I’m not scared of nuclear war with North Korea. I just don’t trust anyone in power to prevent one.

Impact

I don’t trust anybody anywhere in charge of anything right now, especially when it comes to nuclear war. I don’t trust our president, I don’t trust the military, I don’t trust the intelligence community, I don’t trust Republicans and I don’t trust the media.

I also don’t trust North Korea — but at least I get North Korea. 

I get that you would be pretty mad at America after they spent three years bombing “everything that moved in North Korea, every brick standing on top of another,” further crippling a nation that just lost a generation to World War II, in a conflict that claimed a million and a half civilian lives.

I get that you would be madder still when America then propped up the repressive regimes of Syngman Rhee and Park Chung-hee, stuffed with former collaborators with imperial Japan — a daily reminder of what American calls for freedom actually amount to in the real world. And I get the fury at how America managed the “peace” by slowly tightening the noose, invoking civil rights to justify sanctions against a resource-poor country while resource-rich repressive autocracies get presidential visits.

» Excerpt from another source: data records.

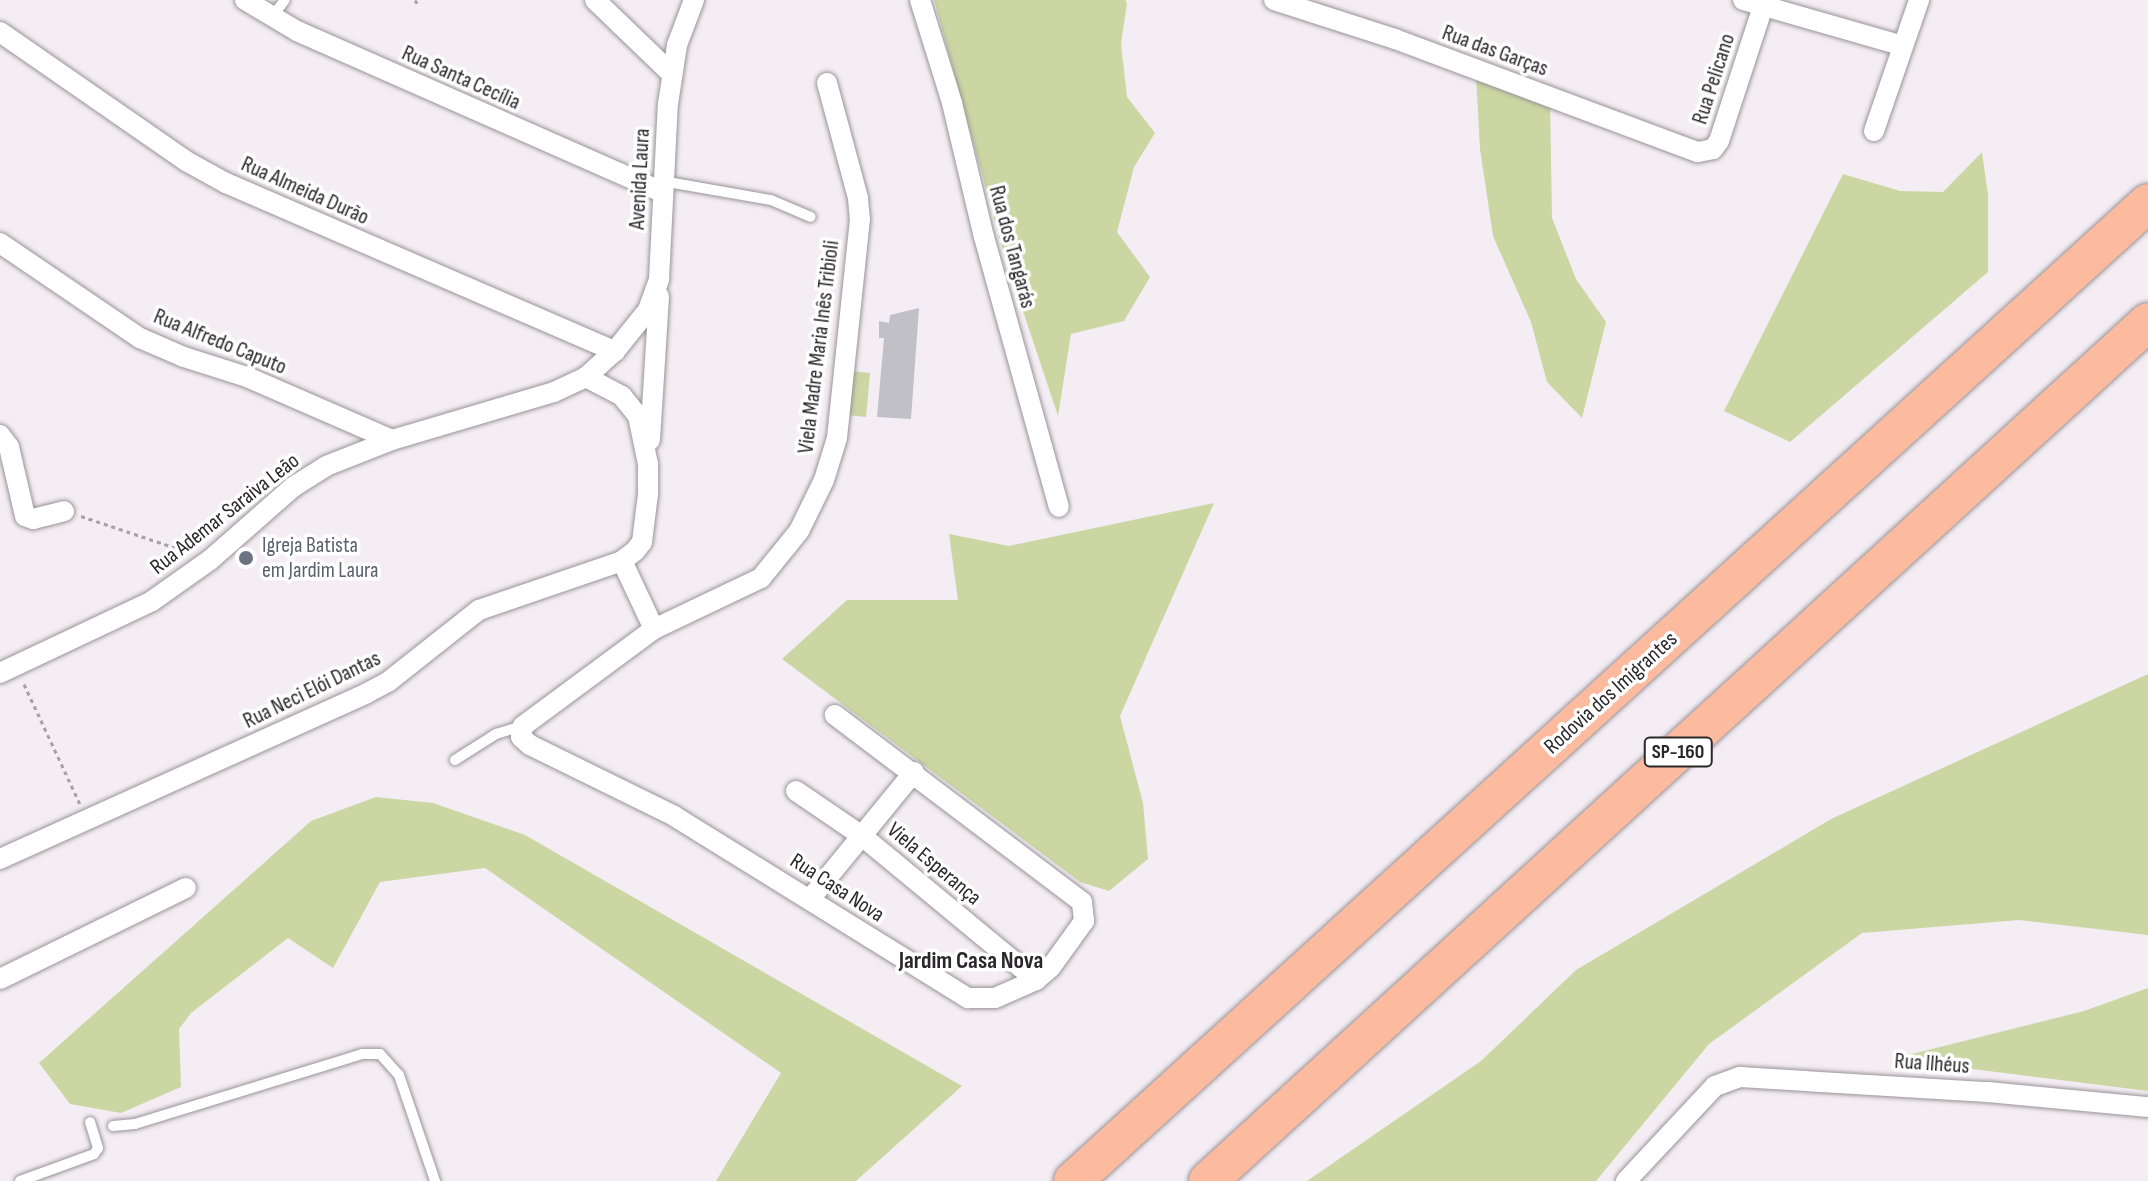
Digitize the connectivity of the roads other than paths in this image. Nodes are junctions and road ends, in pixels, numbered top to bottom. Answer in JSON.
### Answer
{"nodes":[{"id":1,"x":245,"y":0,"type":"edge"},
{"id":2,"x":285,"y":0,"type":"edge"},
{"id":3,"x":595,"y":0,"type":"edge"},
{"id":4,"x":694,"y":0,"type":"edge"},
{"id":5,"x":920,"y":0,"type":"edge"},
{"id":6,"x":1274,"y":0,"type":"edge"},
{"id":7,"x":1743,"y":0,"type":"edge"},
{"id":8,"x":1919,"y":0,"type":"edge"},
{"id":9,"x":1764,"y":4,"type":"edge"},
{"id":10,"x":265,"y":10,"type":"edge"},
{"id":11,"x":0,"y":32,"type":"edge"},
{"id":12,"x":1903,"y":46,"type":"junction"},
{"id":13,"x":672,"y":74,"type":"junction"},
{"id":14,"x":827,"y":83,"type":"dead end"},
{"id":15,"x":1874,"y":131,"type":"dead end"},
{"id":16,"x":1698,"y":152,"type":"joint"},
{"id":17,"x":662,"y":187,"type":"junction"},
{"id":18,"x":2148,"y":203,"type":"edge"},
{"id":19,"x":811,"y":217,"type":"dead end"},
{"id":20,"x":0,"y":243,"type":"edge"},
{"id":21,"x":659,"y":279,"type":"junction"},
{"id":22,"x":2148,"y":322,"type":"edge"},
{"id":23,"x":615,"y":351,"type":"junction"},
{"id":24,"x":586,"y":377,"type":"junction"},
{"id":25,"x":0,"y":435,"type":"edge"},
{"id":26,"x":392,"y":440,"type":"junction"},
{"id":27,"x":648,"y":464,"type":"junction"},
{"id":28,"x":1059,"y":507,"type":"dead end"},
{"id":29,"x":64,"y":511,"type":"road end"},
{"id":30,"x":628,"y":556,"type":"junction"},
{"id":31,"x":654,"y":629,"type":"junction"},
{"id":32,"x":8,"y":670,"type":"edge"},
{"id":33,"x":835,"y":715,"type":"dead end"},
{"id":34,"x":523,"y":726,"type":"junction"},
{"id":35,"x":455,"y":760,"type":"dead end"},
{"id":36,"x":914,"y":772,"type":"junction"},
{"id":37,"x":796,"y":791,"type":"dead end"},
{"id":38,"x":862,"y":836,"type":"junction"},
{"id":39,"x":0,"y":859,"type":"edge"},
{"id":40,"x":186,"y":888,"type":"dead end"},
{"id":41,"x":810,"y":899,"type":"junction"},
{"id":42,"x":0,"y":979,"type":"edge"},
{"id":43,"x":1036,"y":980,"type":"junction"},
{"id":44,"x":2148,"y":1107,"type":"edge"},
{"id":45,"x":90,"y":1122,"type":"dead end"},
{"id":46,"x":113,"y":1126,"type":"dead end"},
{"id":47,"x":20,"y":1181,"type":"edge"},
{"id":48,"x":435,"y":1181,"type":"edge"},
{"id":49,"x":1073,"y":1181,"type":"edge"},
{"id":50,"x":1208,"y":1181,"type":"edge"},
{"id":51,"x":1626,"y":1181,"type":"edge"}],
"edges":[{"from":1,"to":10,"type":"street","name":"Rua Santa Cecília"},
{"from":2,"to":10,"type":"lane"},
{"from":3,"to":13,"type":"street"},
{"from":4,"to":13,"type":"street","name":"Avenida Laura"},
{"from":5,"to":28,"type":"street","name":"Rua dos Tangarás"},
{"from":6,"to":16,"type":"street","name":"Rua das Garças"},
{"from":7,"to":9,"type":"street"},
{"from":8,"to":12,"type":"street"},
{"from":9,"to":12,"type":"street"},
{"from":9,"to":16,"type":"street","name":"Rua Pelicano"},
{"from":10,"to":17,"type":"street","name":"Rua Santa Cecília"},
{"from":11,"to":23,"type":"street","name":"Rua Almeida Durão"},
{"from":12,"to":15,"type":"street"},
{"from":13,"to":17,"type":"street","name":"Avenida Laura"},
{"from":14,"to":31,"type":"street","name":"Viela Madre Maria Inês Tribioli"},
{"from":17,"to":19,"type":"lane"},
{"from":17,"to":21,"type":"street","name":"Avenida Laura"},
{"from":18,"to":49,"type":"highway","name":"Rodovia dos Imigrantes"},
{"from":20,"to":26,"type":"street","name":"Rua Alfredo Caputo"},
{"from":21,"to":23,"type":"street","name":"Avenida Laura"},
{"from":21,"to":27,"type":"street"},
{"from":22,"to":50,"type":"highway","number":"SP-160"},
{"from":23,"to":24,"type":"street","name":"Rua Ademar Saraiva Leão"},
{"from":24,"to":26,"type":"street","name":"Rua Ademar Saraiva Leão"},
{"from":24,"to":27,"type":"street"},
{"from":25,"to":29,"type":"street"},
{"from":26,"to":32,"type":"street","name":"Rua Ademar Saraiva Leão"},
{"from":27,"to":30,"type":"street"},
{"from":30,"to":31,"type":"street"},
{"from":30,"to":39,"type":"street","name":"Rua Neci Elói Dantas"},
{"from":31,"to":34,"type":"street","name":"Viela Madre Maria Inês Tribioli"},
{"from":33,"to":36,"type":"street","name":"Rua Casa Nova"},
{"from":34,"to":35,"type":"lane"},
{"from":34,"to":41,"type":"street","name":"Rua Casa Nova"},
{"from":36,"to":38,"type":"street"},
{"from":36,"to":43,"type":"street","name":"Rua Casa Nova"},
{"from":37,"to":38,"type":"street","name":"Viela Esperança"},
{"from":38,"to":41,"type":"street"},
{"from":38,"to":43,"type":"street","name":"Viela Esperança"},
{"from":40,"to":42,"type":"street"},
{"from":41,"to":43,"type":"street","name":"Rua Casa Nova"},
{"from":44,"to":51,"type":"street","name":"Rua Ilhéus"},
{"from":45,"to":47,"type":"lane"},
{"from":46,"to":48,"type":"lane"}]}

I get that you would notice how the same America that fitted your southern border with as many military toys as possible also had a pretty exclusive club of regimes it didn’t seriously hassle, all of which had nuclear weapons.

Who I understand even more than North Korea and trust much less is every single other player in what MSNBC’s Chris Hayes dubbed “The Stupid Missile Crisis.”

I get that the bulk of the U.S. military is filled with honorable people who swore an oath to the Constitution above party, who would — if in position to — soberly stay the hand of the president. At the same time, I also know that somehow, the structure of the Defense Department has always brought us that weird spectrum of McNamara-LeMay-style wunderkinder from both parties who always manages to say, “Yes, this is a war crime, buuuut ...” 

I don’t trust some of the men over whom they preside, who went to war colleges and gesture at you after three beers and ask, “On the other hand, what’s the point of a deterrent weapon if you don’t occasionally use it?” I don’t trust those men, even though they seem like such mannerly, urbane counterparts to some of the other guys who took a job in the military to exercise vast power, because deep down, the job is about killing people.

And I don’t trust the media — CNN and MSNBC and the nightly news broadcasts beamed into every household for free over the air — not to “both sides” the march to war to literal death. Time to cut the shit, fellas. When the blowdried vampire from the Institute for Juicing Muslim Blood calls, you’re going to have to let it go to voicemail this time, even if he’s been given a position on the National Security Council. 

I don’t trust some mythic centrist think-berg of The Deep State and intelligence community to stop the machine or even to understand it. The people who “whoops”-ed! 9/11 and “aw-shucks”-ed the lead-up to Iraq, who watched “Why the Kremlin Hates Bananas” but didn’t understand how big Cuba is, who traded Mohammad Mosaddegh for the Shah’s secret police and made Latin America the global success it is today, and who are so busy fomenting revolutions on behalf of colonial countries’ worst human beings that they’re blindsided by every other revolution that happens without their input. Why not completely whiff on one in your own country for once? 

And I sure as hell don’t trust the Republican Party, who at this point differ from the people in the Milgram experiment only in the sense that before they push the button that makes the screaming start, they ruefully explain how poisonous the pre-screaming rhetoric has been. These are people with the full faith and credit of lenders and defense contractors (pick a name), who can always fall into minimum six-figure lobbying gigs if too many of their base voters turn to ash and all of whom probably have a house somewhere with a steel hatch door.

But these are the people in charge.

I always knew that if my country killed me, it would be an asshole who did it. I just assumed it would be a cop or a crooked executive for a water management company. On the outside, I thought, it might be a normal, conventional apocalyptic Christian theocrat with a Harvard pedigree and a great stump speech, who liked to have his prep-school tie taped into his mouth like a ball-gag while a rent boy whipped his testicles. I didn’t think it could be just a thundering, cheap idiot.

This president is a man who doesn’t know what’s in his own health care bill, doesn’t seem to have any functional understanding of Medicare or Medicaid, appears to think Frederick Douglass is alive, demonstrates a failure to understand how the Senate works and who could only halve the intellectual distance between him and the second-dumbest president in modern history if George W. Bush nodded off for 12 hours with his head in the Shine-O Ball-O.

I don’t trust the current president to walk backstage at a Miss Universe pageant, much less walk past a Coke-label-red nuclear button. 

Here’s what I do trust: Millions of people calling every representative they have and explaining, in calm but unbending tones, that if they’re issued a death sentence due to nuclear fallout and have nothing left to lose, the first place they’re going to stop on their farewell tour is your house, senator, just to stand at the gate and wave in case any children peer out the window and want to see what dying looks like.